Launching the plan, President Kikwete said in order to achieve the objective of the plan, the government was committed to ensure the health sector received adequate funds in the next budget, which he said could increase to 15 percent of the Gross Domestic Product (GDP) from the present 10.1 per cent.

During this year`s White Ribbon Day, marked on March 25, the National Coordinator of The White Ribbon Alliance for Safe Motherhood in Tanzania, WRATZ, Rose Mlay, called on the government to give the health sector a budget big enough to redress the awful situation of maternal and child deaths in the country, especially in rural areas.

The underlining causes of preventable maternal deaths are many, but there were three areas that stand out as critical problems.

These are lack of access to skilled attendance at birth and poor quality of essential obstetric care, poor referral mechanisms and lack of awareness of danger signs of obstetric emergence.

The government has made efforts to reduce maternal deaths and of newborns as spelt out in the country`s Poverty Reduction Strategy and a broader Millennium Development Goals (MDGs).

As part of the efforts, Tanzania has adopted the national roadmap on reduction of maternal deaths and newborns from the grassroots to the national levels.

The plan aims at improving the quality of services in health facilities by upgrading the skills of service providers, provide essential equipment and supplies to health centres in Tanzania.

Minister for Health and Social Welfare Professor David Mwakyusa has said under the strategy, the government will improve family planning and clinic services, improve and expand services at referral hospitals, provide important equipment needed during delivery and increase the number of health sector graduates.

White Ribbon Alliance national co-ordinator Rose Mlay has explained that the acute shortage of specialists at most health centres in rural areas was causing havoc on the lives and health of mothers and newborns.

At the launch of The Tanzania Benjamin William Mkapa National HIV/AIDS Fellows Program in 2006, it was reported that human resources capacity has been identified as one of the most significant challenges in scaling up access to Anti-Retrovirals (ARVs) in Tanzania over the next five years.

Staffing levels at primary health care facilities in Tanzania are only 30 percent of requirement of qualified professionals.
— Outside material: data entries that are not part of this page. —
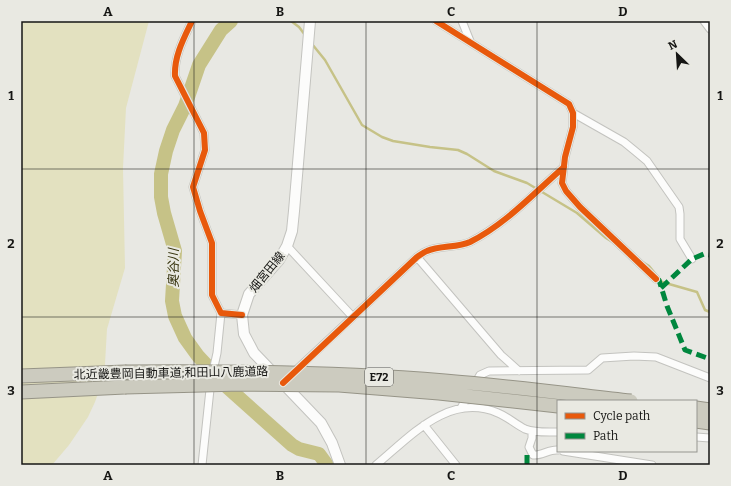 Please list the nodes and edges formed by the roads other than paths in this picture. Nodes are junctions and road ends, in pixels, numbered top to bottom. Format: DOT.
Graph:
graph roads {
  1 [pos="192,21"];
  2 [pos="310,21"];
  3 [pos="436,21"];
  4 [pos="462,21"];
  5 [pos="704,21"];
  6 [pos="710,29"];
  7 [pos="470,41"];
  8 [pos="573,113"];
  9 [pos="564,167"];
  10 [pos="287,246"];
  11 [pos="417,257"];
  12 [pos="692,258"];
  13 [pos="656,279"];
  14 [pos="220,313"];
  15 [pos="242,315"];
  16 [pos="352,316"];
  17 [pos="519,371"];
  18 [pos="21,376"];
  19 [pos="710,378"];
  20 [pos="283,383"];
  21 [pos="21,392"];
  22 [pos="622,400"];
  23 [pos="557,406"];
  24 [pos="461,408"];
  25 [pos="697,408"];
  26 [pos="710,410"];
  27 [pos="697,421"];
  28 [pos="710,423"];
  29 [pos="424,425"];
  30 [pos="532,432"];
  31 [pos="557,432"];
  32 [pos="697,437"];
  33 [pos="710,438"];
  34 [pos="557,450"];
  35 [pos="569,452"];
  36 [pos="202,465"];
  37 [pos="340,465"];
  38 [pos="376,465"];
  39 [pos="456,465"];
  40 [pos="652,465"];
  1 -- 14 [label="street"];
  2 -- 10 [label="main road, 畑宮田線"];
  3 -- 7 [label="street"];
  4 -- 7 [label="street"];
  5 -- 6 [label="street"];
  7 -- 8 [label="street"];
  8 -- 9 [label="street"];
  8 -- 12 [label="street"];
  9 -- 11 [label="street"];
  9 -- 13 [label="street"];
  10 -- 15 [label="main road, 畑宮田線"];
  10 -- 16 [label="street"];
  11 -- 16 [label="street"];
  11 -- 17 [label="street"];
  14 -- 15 [label="street"];
  14 -- 36 [label="street"];
  15 -- 20 [label="main road, 畑宮田線"];
  16 -- 20 [label="street"];
  17 -- 19 [label="street"];
  17 -- 24 [label="street"];
  18 -- 22 [label="highway, 北近畿豊岡自動車道;和田山八鹿道路 / E72, bridge"];
  20 -- 37 [label="main road, 畑宮田線"];
  21 -- 23 [label="highway, 北近畿豊岡自動車道;和田山八鹿道路 / E72, bridge"];
  24 -- 29 [label="street"];
  24 -- 30 [label="street"];
  25 -- 26 [label="highway"];
  27 -- 28 [label="highway"];
  29 -- 38 [label="street"];
  29 -- 39 [label="street"];
  30 -- 31 [label="street"];
  30 -- 34 [label="street"];
  32 -- 33 [label="street"];
  35 -- 40 [label="street"];
} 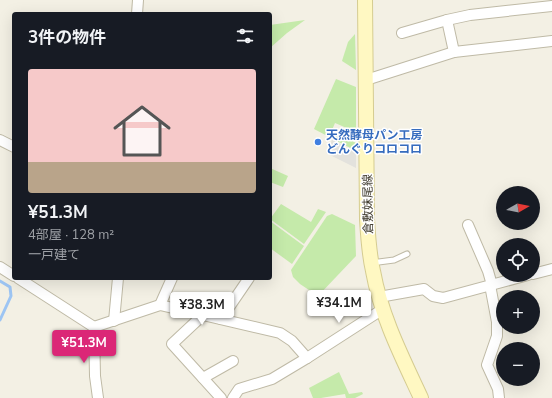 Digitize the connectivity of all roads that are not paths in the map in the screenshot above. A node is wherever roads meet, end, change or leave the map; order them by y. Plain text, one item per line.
1 (138, 0) edge
2 (366, 0) edge
3 (552, 6) edge
4 (137, 12) edge
5 (447, 20) junction
6 (402, 33) dead end
7 (552, 41) edge
8 (454, 52) junction
9 (366, 80) junction
10 (0, 140) edge
11 (12, 146) edge
12 (468, 225) dead end
13 (407, 254) dead end
14 (371, 263) junction
15 (0, 267) edge
16 (552, 269) edge
17 (540, 272) edge
18 (12, 275) edge
19 (21, 280) edge
20 (118, 280) edge
21 (171, 280) edge
22 (248, 280) edge
23 (502, 282) edge
24 (491, 285) junction
25 (381, 303) junction
26 (160, 305) junction
27 (203, 315) junction
28 (221, 319) junction
29 (114, 321) junction
30 (94, 327) junction
31 (307, 358) junction
32 (233, 361) dead end
33 (203, 378) junction
34 (98, 398) edge
35 (221, 398) edge
36 (233, 398) edge
37 (421, 398) edge
38 (499, 398) edge

1 - 4 street
2 - 9 main road, 倉敷妹尾線
3 - 5 street
5 - 6 street
5 - 8 street
7 - 8 street
8 - 9 street
9 - 14 main road, 倉敷妹尾線
10 - 11 street
12 - 24 street
13 - 14 lane
14 - 25 main road, 倉敷妹尾線
15 - 18 street
16 - 17 street
19 - 30 street
20 - 29 street
21 - 26 street
22 - 28 street
23 - 24 street
24 - 25 street
24 - 38 street
25 - 31 street
25 - 37 main road, 倉敷妹尾線
26 - 27 street
26 - 29 street
27 - 28 street
27 - 33 street
28 - 31 street
29 - 30 street
30 - 34 street
31 - 36 street
32 - 33 street
33 - 35 street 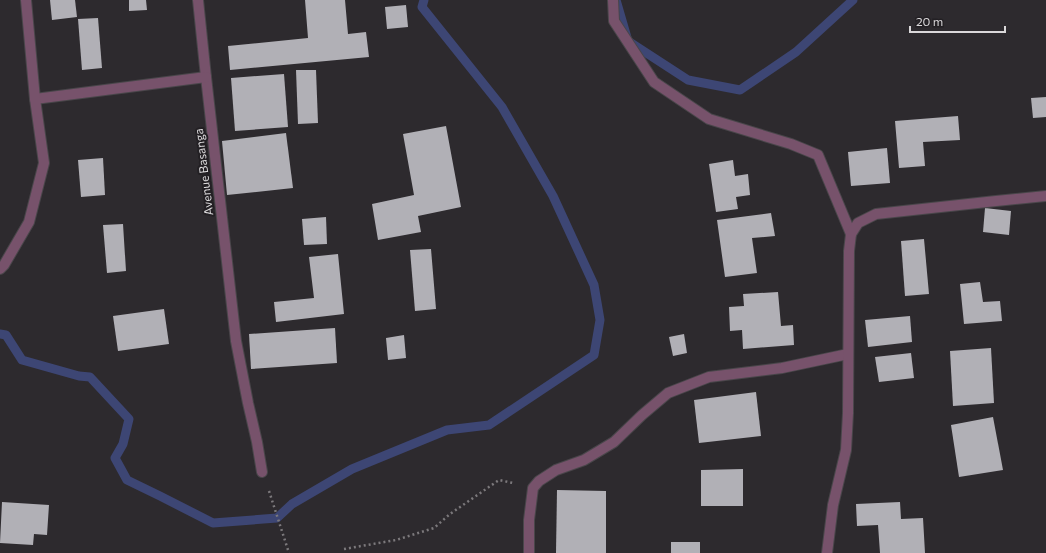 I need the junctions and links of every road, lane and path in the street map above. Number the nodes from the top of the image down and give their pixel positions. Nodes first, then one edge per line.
1 (26, 0) edge
2 (198, 0) edge
3 (613, 0) edge
4 (206, 77) junction
5 (35, 99) junction
6 (1046, 196) edge
7 (851, 234) junction
8 (0, 269) edge
9 (848, 354) junction
10 (262, 472) joint
11 (533, 488) junction
12 (344, 549) dead end
13 (288, 553) edge
14 (528, 553) edge
15 (827, 553) edge

1 - 5 street
2 - 4 street, Avenue Basanga
3 - 7 street
4 - 5 street
4 - 10 street, Avenue Basanga
5 - 8 street
6 - 7 street
7 - 9 street
9 - 11 street
9 - 15 street
10 - 13 path
11 - 12 path
11 - 14 street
``Total health staff requirement in regions and districts is 60,320 but only 39,206 are available, hence a shortfall of 21,114 health professionals`` reads part of a report issued by the Ministry of Health and Social Welfare recently.
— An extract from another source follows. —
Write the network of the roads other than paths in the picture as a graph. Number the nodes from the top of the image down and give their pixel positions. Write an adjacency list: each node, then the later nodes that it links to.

According to the report, the health workforce crisis in Tanzania needed a robust intervention in training, retraining and recruiting health staff accompanied with a conducive working environment for all medical staff.

WRATZ says that one woman dies every hour in pregnancy-related complications and that only 46 percent of women deliver with a skilled birth attendant.

President Kikwete, however, has stressed that the government would continue to build dispensaries and health centres up to the ward level, while it was also working out a plan to address the shortage of medical personnel.

Statistics show that although 90 percent of pregnant women attend clinics, only 47 per cent give birth at health centres.

Therefore, efforts should be done to offer education the best way of child delivery among expectant girls and women right from a household to community levels.